FBI’s Annual Cybercrime Report Shows Familiar Patterns With Costs Rising to $12.5 Billion

by | Mar 15, 2024

The 2023 FBI Internet Crime Report is out, and it does not provide cybersecurity professionals with any indication that work is about to get easier any time soon. Cybercrime complaints hit records levels on the year, ransomware attacks continue their sharp upward trend in total cost, and scams targeting both individuals and businesses are proving very lucrative for threat actors.

The headline item in the cybercrime report is the record number of complaints, an increase of 10% from 2022 to 880,418 on the year. The other piece of big news is the total cost of ransomware attacks, spiking 74% from the previous year and marking five years now of big jumps with each new report.

Cybercrime diversifies to prey on a broad variety of demographics

The cybercrime market is shaking out to have specific attacks and scams aimed at specific demographics and categories. Obviously, ransomware is aimed at larger businesses that have the ability to pay demands of millions of dollars. Investment scams are heavily targeting the age 30-49 age group, a demographic that has general tech savvy and available income.
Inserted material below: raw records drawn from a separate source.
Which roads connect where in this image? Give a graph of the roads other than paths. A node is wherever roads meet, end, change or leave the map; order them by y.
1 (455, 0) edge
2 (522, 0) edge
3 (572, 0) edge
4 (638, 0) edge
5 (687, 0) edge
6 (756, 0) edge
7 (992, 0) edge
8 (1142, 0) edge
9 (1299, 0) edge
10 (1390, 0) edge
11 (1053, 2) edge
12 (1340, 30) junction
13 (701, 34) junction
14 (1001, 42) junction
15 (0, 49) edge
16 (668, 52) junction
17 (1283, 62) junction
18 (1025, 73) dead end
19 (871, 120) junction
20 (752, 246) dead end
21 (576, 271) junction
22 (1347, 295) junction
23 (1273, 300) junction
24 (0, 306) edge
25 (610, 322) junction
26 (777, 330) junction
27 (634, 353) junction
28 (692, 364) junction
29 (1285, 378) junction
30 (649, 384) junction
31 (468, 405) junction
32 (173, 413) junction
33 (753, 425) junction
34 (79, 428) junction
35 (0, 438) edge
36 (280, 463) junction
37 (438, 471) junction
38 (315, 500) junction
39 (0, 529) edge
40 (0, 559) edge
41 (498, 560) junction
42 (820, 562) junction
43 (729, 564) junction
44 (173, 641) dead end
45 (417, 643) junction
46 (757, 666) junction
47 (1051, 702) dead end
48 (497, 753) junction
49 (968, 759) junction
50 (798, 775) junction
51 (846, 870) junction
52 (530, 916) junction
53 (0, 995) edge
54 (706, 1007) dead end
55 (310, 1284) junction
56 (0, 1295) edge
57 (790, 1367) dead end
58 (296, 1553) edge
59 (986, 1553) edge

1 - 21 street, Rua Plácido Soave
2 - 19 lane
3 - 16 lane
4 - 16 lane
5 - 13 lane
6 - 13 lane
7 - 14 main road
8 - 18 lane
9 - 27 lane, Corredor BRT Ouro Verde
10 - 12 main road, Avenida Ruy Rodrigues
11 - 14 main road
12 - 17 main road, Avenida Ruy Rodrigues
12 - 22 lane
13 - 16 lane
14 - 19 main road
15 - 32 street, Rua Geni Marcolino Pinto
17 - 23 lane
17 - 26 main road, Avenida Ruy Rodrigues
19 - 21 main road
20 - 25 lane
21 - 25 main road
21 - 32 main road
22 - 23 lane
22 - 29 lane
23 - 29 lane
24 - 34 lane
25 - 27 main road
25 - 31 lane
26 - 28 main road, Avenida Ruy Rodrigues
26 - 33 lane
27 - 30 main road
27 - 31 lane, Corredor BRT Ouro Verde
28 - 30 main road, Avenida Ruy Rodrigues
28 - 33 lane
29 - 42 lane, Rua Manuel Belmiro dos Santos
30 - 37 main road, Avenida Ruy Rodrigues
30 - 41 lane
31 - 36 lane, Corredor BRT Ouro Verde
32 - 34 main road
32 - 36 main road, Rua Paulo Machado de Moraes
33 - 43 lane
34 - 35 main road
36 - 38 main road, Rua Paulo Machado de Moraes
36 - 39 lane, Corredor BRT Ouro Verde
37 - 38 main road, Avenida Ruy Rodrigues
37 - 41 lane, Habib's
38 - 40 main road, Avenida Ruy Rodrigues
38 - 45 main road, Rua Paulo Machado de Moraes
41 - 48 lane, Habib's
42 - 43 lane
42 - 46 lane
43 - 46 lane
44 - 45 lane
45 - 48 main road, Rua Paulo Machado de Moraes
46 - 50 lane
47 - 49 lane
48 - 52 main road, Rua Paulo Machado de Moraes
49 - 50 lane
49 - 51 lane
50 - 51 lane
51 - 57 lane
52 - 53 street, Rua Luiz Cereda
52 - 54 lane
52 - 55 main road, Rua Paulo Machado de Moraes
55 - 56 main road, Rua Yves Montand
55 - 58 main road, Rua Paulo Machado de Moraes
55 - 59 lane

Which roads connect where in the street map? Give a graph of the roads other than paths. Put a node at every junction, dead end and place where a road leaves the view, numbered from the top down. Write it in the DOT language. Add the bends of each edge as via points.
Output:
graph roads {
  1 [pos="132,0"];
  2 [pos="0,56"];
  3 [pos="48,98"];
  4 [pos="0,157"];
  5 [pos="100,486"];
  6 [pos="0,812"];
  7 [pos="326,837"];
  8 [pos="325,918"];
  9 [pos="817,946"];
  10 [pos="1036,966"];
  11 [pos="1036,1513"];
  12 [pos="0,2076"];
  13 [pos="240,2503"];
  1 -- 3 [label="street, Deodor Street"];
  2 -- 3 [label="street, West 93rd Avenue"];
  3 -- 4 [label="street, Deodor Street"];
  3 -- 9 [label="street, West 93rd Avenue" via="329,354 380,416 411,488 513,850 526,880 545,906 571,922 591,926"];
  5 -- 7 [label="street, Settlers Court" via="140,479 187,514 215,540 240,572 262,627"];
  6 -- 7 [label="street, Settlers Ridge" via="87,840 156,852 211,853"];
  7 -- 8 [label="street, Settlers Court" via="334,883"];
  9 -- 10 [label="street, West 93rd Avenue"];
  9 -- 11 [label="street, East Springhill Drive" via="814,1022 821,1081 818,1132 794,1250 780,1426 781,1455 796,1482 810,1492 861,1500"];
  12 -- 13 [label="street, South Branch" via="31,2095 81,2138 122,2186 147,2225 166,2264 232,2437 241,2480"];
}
However, the majority of 2023’s complaints came from people over 60 years of age, who are still being heavily targeted with a combination of government impersonation and tech support scams.

The total reported cost of cybercrime in 2023 was $12.5 billion; this number has tended to see leaps of two to three billion each year since 2019, when it was only at $3.5 billion. This is only the cost determined by incidents logged by the FBI, however. Prior estimates have found that as few as 15% to 20% of victims may actually be going to authorities, and the damage is likely far greater than the official numbers. Businesses still often make ransomware payments quietly without public notice, and individuals will sometimes eat a loss from a scam out of embarrassment or lack of awareness about assistance available from law enforcement.

Crypto investment schemes, business email compromise and ransomware doing the most damage

Ransomware was never really expected to “go away,” but the highs created by the sudden shift to remote work and cloud services during the Covid-19 pandemic were expected to reverse eventually. That did seem to be happening to some degree in 2022, but ransomware appeared to be back on the rebound in 2023. Reported incidents went up 18% to 2,825, and costs soared by 74% to $59.6 million. Again, this is only the official number of reported incidents; other third-party estimates find that at least $1 billion was made in ransomware payments globally in 2023, the first time that particular milestone has been hit.

One trend that the FBI cybercrime report clearly establishes is that critical infrastructure is increasingly a prime target for ransomware gangs, with 14 of the 16 CISA-designated industry sectors reporting incidents in 2023. Attackers also have some clear preferences: health care, manufacturing and government facilities.

One small piece of good news from the cybercrime report is that the two ransomware gangs responsible for nearly a tenth of the total attacks between them, LockBit and ALPHV/BlackCat, now appear to be out of business thanks to the efforts of the FBI and its international partners.